• [Records for the task]

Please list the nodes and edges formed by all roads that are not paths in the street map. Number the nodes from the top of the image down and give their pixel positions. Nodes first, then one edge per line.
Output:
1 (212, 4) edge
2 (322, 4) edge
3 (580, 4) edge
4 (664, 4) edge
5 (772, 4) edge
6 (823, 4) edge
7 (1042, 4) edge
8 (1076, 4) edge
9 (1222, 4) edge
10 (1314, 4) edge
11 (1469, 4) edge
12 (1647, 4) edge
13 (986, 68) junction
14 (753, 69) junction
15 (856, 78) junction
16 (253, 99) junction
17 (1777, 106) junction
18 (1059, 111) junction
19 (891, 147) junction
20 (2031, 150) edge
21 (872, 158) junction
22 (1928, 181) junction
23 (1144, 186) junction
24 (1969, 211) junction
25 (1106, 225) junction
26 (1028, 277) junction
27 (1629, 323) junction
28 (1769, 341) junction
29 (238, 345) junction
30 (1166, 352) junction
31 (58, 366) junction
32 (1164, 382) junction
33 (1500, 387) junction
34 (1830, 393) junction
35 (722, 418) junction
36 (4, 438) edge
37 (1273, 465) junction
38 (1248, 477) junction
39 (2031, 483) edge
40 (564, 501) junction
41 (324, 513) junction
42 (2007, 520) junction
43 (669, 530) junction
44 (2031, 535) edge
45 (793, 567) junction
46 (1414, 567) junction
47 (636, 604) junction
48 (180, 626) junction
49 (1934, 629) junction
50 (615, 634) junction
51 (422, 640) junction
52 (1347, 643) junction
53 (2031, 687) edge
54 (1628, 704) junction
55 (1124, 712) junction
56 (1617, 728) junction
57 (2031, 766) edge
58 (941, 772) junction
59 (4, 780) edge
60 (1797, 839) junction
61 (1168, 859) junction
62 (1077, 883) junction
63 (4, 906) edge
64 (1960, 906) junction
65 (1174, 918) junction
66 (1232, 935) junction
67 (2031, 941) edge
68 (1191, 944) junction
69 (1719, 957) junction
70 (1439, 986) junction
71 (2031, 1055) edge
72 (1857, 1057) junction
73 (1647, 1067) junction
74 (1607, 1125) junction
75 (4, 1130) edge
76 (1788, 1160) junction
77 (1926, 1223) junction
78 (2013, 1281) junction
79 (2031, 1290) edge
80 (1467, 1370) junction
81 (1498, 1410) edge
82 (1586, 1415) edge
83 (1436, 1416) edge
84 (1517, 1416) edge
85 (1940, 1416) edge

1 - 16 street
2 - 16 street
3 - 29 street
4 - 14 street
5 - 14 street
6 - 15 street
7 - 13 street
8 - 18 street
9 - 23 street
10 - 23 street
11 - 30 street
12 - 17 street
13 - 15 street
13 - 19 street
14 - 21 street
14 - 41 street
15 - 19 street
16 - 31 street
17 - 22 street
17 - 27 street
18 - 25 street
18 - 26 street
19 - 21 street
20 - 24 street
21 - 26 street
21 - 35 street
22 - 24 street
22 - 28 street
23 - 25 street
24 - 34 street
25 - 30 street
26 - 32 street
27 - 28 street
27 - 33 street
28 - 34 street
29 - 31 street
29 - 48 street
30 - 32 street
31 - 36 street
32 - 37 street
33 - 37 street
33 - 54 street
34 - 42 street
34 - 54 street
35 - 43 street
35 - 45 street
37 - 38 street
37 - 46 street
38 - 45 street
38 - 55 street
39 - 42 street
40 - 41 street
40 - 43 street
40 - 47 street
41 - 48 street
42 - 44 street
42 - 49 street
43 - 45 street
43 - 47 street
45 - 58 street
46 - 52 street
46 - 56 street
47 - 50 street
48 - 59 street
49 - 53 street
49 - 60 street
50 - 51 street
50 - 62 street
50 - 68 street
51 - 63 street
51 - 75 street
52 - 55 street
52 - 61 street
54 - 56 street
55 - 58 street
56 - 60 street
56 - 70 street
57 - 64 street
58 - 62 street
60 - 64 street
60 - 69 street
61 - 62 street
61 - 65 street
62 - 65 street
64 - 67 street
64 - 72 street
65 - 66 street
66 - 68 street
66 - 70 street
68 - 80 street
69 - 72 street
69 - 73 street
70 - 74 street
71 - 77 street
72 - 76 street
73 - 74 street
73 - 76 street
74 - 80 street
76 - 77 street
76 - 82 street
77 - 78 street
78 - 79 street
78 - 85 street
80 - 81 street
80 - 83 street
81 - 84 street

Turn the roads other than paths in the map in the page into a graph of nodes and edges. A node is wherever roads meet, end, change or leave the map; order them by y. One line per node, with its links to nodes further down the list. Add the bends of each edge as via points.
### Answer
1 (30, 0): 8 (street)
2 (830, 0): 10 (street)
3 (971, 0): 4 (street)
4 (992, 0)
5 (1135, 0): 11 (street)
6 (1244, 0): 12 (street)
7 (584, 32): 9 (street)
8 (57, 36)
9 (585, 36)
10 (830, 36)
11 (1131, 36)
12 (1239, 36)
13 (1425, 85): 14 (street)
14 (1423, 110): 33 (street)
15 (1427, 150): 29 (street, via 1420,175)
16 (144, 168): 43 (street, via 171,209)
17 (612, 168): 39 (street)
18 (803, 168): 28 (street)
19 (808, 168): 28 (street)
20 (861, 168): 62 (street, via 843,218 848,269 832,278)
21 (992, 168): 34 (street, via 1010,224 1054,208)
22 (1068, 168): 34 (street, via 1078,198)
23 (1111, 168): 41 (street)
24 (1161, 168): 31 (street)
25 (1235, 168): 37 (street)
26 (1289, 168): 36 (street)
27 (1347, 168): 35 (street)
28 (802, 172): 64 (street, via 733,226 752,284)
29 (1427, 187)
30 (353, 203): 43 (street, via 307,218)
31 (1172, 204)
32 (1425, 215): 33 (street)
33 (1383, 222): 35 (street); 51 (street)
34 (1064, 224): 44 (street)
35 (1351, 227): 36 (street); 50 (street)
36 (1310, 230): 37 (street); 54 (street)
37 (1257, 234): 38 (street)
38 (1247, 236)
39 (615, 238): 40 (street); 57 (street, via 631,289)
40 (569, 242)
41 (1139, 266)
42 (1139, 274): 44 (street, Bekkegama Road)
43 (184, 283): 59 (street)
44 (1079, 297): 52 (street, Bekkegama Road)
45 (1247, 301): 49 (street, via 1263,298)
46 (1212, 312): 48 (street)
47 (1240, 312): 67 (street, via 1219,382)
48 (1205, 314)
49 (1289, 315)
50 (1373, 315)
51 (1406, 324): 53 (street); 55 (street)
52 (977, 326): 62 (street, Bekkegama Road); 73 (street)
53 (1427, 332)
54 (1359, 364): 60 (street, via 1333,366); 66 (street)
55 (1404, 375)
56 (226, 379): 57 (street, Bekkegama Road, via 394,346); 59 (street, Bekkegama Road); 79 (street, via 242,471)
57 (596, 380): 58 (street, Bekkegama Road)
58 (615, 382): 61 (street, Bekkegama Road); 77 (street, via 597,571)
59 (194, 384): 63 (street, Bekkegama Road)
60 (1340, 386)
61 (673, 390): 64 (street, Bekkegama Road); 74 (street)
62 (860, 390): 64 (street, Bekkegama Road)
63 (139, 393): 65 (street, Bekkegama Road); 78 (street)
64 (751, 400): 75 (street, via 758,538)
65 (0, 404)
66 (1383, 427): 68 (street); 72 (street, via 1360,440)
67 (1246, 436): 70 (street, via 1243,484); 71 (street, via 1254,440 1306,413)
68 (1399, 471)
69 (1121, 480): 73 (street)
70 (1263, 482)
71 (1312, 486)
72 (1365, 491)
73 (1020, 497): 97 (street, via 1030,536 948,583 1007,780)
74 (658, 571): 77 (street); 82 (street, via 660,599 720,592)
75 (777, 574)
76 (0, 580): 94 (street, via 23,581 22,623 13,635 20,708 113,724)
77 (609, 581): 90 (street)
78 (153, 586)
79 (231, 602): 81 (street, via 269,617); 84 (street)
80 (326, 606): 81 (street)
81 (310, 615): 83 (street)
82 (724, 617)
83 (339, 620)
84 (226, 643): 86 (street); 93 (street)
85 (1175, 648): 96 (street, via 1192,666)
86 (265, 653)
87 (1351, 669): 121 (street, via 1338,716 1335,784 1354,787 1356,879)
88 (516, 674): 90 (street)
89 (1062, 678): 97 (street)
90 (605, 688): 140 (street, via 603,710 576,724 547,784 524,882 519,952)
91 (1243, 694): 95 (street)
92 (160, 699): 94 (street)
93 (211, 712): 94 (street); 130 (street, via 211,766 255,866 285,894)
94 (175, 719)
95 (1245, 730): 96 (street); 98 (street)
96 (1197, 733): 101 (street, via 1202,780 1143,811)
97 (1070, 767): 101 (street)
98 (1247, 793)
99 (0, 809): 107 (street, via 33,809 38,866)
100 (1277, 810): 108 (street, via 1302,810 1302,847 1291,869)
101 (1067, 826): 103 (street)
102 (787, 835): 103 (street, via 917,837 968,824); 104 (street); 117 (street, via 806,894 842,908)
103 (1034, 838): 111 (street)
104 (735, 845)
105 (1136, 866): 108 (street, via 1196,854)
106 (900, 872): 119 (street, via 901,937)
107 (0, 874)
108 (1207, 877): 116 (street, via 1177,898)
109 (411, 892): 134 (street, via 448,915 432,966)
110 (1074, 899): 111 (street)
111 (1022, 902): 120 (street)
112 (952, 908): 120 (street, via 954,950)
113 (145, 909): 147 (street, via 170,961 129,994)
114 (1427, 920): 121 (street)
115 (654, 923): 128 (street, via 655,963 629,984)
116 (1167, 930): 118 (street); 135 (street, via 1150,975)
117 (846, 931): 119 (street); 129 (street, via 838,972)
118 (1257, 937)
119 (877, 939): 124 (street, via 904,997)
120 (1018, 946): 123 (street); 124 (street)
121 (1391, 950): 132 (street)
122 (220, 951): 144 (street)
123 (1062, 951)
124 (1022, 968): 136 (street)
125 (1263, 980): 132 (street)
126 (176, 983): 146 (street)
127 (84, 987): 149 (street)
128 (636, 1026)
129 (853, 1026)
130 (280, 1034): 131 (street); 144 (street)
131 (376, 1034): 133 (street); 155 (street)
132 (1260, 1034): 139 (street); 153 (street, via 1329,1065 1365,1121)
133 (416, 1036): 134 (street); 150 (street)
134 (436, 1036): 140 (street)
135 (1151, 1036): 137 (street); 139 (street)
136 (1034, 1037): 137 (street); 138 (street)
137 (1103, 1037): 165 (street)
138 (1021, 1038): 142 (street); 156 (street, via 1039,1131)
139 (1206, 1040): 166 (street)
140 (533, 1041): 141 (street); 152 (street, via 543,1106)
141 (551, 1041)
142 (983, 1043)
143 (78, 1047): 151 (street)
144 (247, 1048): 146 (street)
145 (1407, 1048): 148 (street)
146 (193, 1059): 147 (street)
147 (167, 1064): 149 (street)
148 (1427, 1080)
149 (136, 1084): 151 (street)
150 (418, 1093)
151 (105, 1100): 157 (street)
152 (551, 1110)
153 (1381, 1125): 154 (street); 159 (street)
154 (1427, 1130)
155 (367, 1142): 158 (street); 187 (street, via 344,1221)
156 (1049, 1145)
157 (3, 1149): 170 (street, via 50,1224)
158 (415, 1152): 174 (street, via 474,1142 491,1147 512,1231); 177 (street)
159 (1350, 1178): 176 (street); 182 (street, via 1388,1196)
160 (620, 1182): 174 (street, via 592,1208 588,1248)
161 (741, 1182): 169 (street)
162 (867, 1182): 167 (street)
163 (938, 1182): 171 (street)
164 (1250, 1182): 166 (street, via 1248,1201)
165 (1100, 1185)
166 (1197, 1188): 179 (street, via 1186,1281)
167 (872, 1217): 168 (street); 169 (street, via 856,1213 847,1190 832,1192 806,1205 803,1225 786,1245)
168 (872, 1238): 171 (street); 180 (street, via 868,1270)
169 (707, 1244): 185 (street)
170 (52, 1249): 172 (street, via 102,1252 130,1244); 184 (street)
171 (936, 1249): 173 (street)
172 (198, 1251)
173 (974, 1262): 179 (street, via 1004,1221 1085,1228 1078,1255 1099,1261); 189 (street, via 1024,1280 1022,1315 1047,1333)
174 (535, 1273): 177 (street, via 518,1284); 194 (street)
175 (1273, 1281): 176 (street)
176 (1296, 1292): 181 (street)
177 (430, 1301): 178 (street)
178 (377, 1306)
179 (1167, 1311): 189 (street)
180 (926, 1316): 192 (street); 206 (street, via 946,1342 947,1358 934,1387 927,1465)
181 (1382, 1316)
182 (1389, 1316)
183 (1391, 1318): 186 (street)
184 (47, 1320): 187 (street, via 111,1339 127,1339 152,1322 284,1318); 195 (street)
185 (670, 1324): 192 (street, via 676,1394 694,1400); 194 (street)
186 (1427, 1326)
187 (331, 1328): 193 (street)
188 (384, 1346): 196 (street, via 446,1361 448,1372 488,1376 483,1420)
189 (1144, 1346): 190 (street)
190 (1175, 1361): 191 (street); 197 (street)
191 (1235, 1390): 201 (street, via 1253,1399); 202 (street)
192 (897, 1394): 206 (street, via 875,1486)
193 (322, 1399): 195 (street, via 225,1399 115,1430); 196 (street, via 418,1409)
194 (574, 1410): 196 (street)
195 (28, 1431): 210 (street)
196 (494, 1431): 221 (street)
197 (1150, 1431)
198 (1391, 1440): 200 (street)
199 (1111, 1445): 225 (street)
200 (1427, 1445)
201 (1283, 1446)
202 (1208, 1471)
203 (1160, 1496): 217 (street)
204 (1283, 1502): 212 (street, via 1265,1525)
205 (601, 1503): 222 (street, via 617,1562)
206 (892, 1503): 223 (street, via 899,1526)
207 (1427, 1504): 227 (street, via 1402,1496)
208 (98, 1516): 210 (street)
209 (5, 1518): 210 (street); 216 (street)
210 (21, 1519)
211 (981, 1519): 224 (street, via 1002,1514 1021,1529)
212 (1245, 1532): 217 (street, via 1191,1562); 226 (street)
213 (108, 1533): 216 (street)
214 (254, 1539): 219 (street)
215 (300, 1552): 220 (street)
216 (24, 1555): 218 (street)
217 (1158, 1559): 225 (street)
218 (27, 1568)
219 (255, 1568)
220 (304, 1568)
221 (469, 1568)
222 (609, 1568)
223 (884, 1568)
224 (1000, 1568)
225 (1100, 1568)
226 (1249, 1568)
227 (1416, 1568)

• [What the task asks]
What is needed is each line of the entries that contains the word "edges".

• [Exercise result]
Please list the nodes and edges formed by all roads that are not paths in the street map. Number the nodes from the top of the image down and give their pixel positions. Nodes first, then one edge per line.
Turn the roads other than paths in the map in the page into a graph of nodes and edges. A node is wherever roads meet, end, change or leave the map; order them by y. One line per node, with its links to nodes further down the list. Add the bends of each edge as via points.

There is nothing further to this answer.